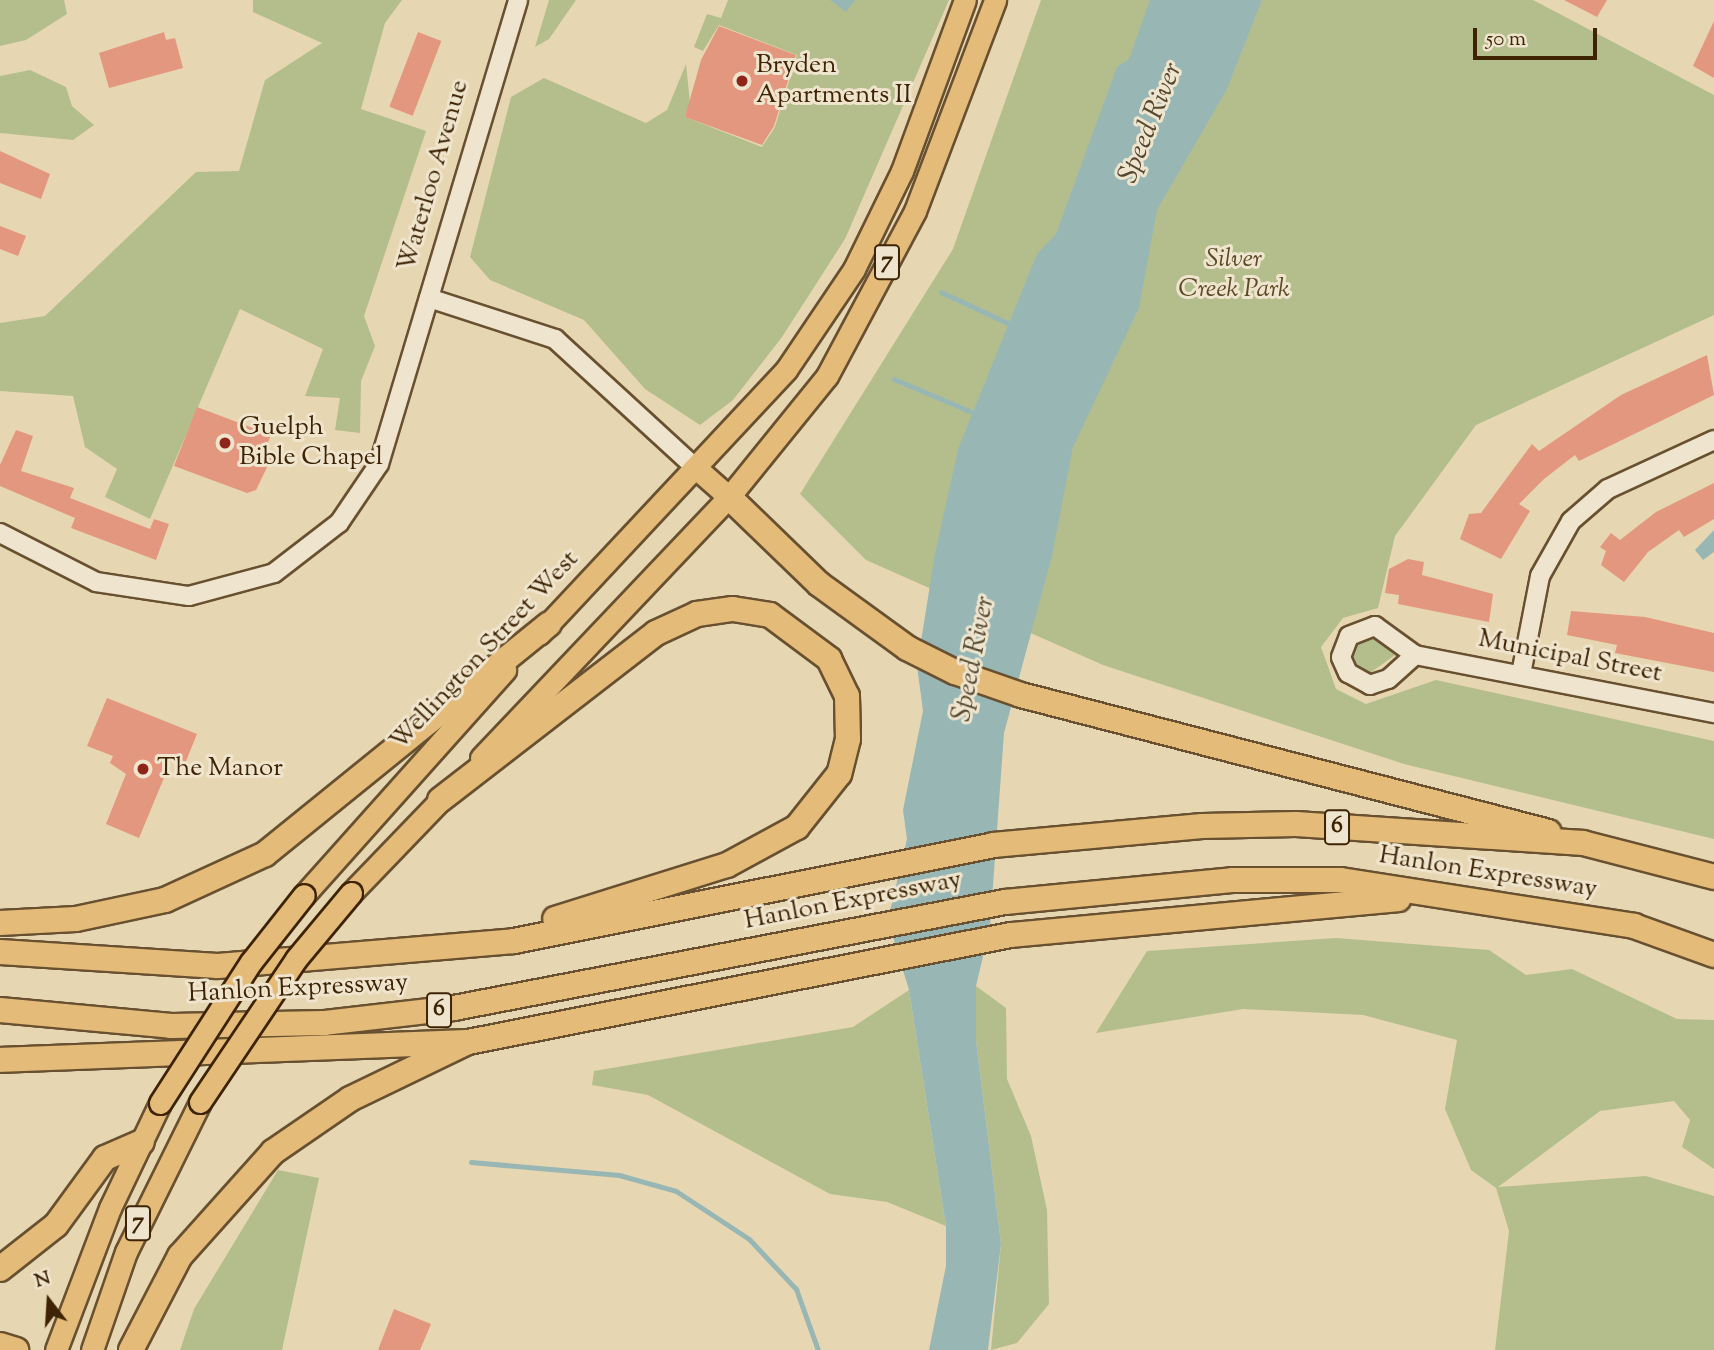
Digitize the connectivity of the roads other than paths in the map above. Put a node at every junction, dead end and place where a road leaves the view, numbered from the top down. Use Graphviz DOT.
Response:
graph roads {
  1 [pos="518,0"];
  2 [pos="965,0"];
  3 [pos="995,0"];
  4 [pos="429,298"];
  5 [pos="1714,440"];
  6 [pos="696,468"];
  7 [pos="729,497"];
  8 [pos="0,533"];
  9 [pos="549,624"];
  10 [pos="1415,655"];
  11 [pos="1521,674"];
  12 [pos="1714,713"];
  13 [pos="440,800"];
  14 [pos="1583,843"];
  15 [pos="1714,877"];
  16 [pos="1433,896"];
  17 [pos="0,923"];
  18 [pos="473,940"];
  19 [pos="0,952"];
  20 [pos="1714,954"];
  21 [pos="0,1010"];
  22 [pos="468,1042"];
  23 [pos="0,1060"];
  24 [pos="142,1142"];
  25 [pos="0,1269"];
  26 [pos="0,1345"];
  27 [pos="16,1350"];
  28 [pos="56,1350"];
  29 [pos="92,1350"];
  30 [pos="131,1350"];
  1 -- 4 [label="street, Waterloo Avenue"];
  2 -- 6 [label="main road, Wellington Street West / 7"];
  3 -- 7 [label="main road, 7"];
  4 -- 6 [label="street, Waterloo Avenue"];
  4 -- 8 [label="street"];
  5 -- 11 [label="street"];
  6 -- 7 [label="main road, Waterloo Avenue"];
  6 -- 9 [label="main road, Wellington Street West / 7"];
  7 -- 13 [label="main road, 7"];
  7 -- 14 [label="highway"];
  9 -- 17 [label="highway"];
  9 -- 24 [label="main road, Wellington Street West / 7, bridge"];
  10 -- 11 [label="street, Municipal Street"];
  11 -- 12 [label="street, Municipal Street"];
  13 -- 18 [label="highway"];
  13 -- 29 [label="main road, 7, bridge"];
  14 -- 15 [label="highway, Hanlon Expressway / 6"];
  14 -- 18 [label="highway, Hanlon Expressway / 6"];
  16 -- 20 [label="highway, Hanlon Expressway / 6"];
  16 -- 21 [label="highway, Hanlon Expressway / 6"];
  16 -- 22 [label="highway"];
  18 -- 19 [label="highway, Hanlon Expressway / 6"];
  22 -- 23 [label="highway"];
  22 -- 30 [label="highway"];
  24 -- 25 [label="highway"];
  24 -- 28 [label="main road, Wellington Street West / 7"];
  26 -- 27 [label="highway"];
}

▬▬▬▬▬▬

Problem to solve: Write the listing again exactly, duplicating every line and skipping the pictures.

Answer to this task:
Digitize the connectivity of the roads other than paths in the map above. Put a node at every junction, dead end and place where a road leaves the view, numbered from the top down. Use Graphviz DOT.
Response:
graph roads {
  1 [pos="518,0"];
  2 [pos="965,0"];
  3 [pos="995,0"];
  4 [pos="429,298"];
  5 [pos="1714,440"];
  6 [pos="696,468"];
  7 [pos="729,497"];
  8 [pos="0,533"];
  9 [pos="549,624"];
  10 [pos="1415,655"];
  11 [pos="1521,674"];
  12 [pos="1714,713"];
  13 [pos="440,800"];
  14 [pos="1583,843"];
  15 [pos="1714,877"];
  16 [pos="1433,896"];
  17 [pos="0,923"];
  18 [pos="473,940"];
  19 [pos="0,952"];
  20 [pos="1714,954"];
  21 [pos="0,1010"];
  22 [pos="468,1042"];
  23 [pos="0,1060"];
  24 [pos="142,1142"];
  25 [pos="0,1269"];
  26 [pos="0,1345"];
  27 [pos="16,1350"];
  28 [pos="56,1350"];
  29 [pos="92,1350"];
  30 [pos="131,1350"];
  1 -- 4 [label="street, Waterloo Avenue"];
  2 -- 6 [label="main road, Wellington Street West / 7"];
  3 -- 7 [label="main road, 7"];
  4 -- 6 [label="street, Waterloo Avenue"];
  4 -- 8 [label="street"];
  5 -- 11 [label="street"];
  6 -- 7 [label="main road, Waterloo Avenue"];
  6 -- 9 [label="main road, Wellington Street West / 7"];
  7 -- 13 [label="main road, 7"];
  7 -- 14 [label="highway"];
  9 -- 17 [label="highway"];
  9 -- 24 [label="main road, Wellington Street West / 7, bridge"];
  10 -- 11 [label="street, Municipal Street"];
  11 -- 12 [label="street, Municipal Street"];
  13 -- 18 [label="highway"];
  13 -- 29 [label="main road, 7, bridge"];
  14 -- 15 [label="highway, Hanlon Expressway / 6"];
  14 -- 18 [label="highway, Hanlon Expressway / 6"];
  16 -- 20 [label="highway, Hanlon Expressway / 6"];
  16 -- 21 [label="highway, Hanlon Expressway / 6"];
  16 -- 22 [label="highway"];
  18 -- 19 [label="highway, Hanlon Expressway / 6"];
  22 -- 23 [label="highway"];
  22 -- 30 [label="highway"];
  24 -- 25 [label="highway"];
  24 -- 28 [label="main road, Wellington Street West / 7"];
  26 -- 27 [label="highway"];
}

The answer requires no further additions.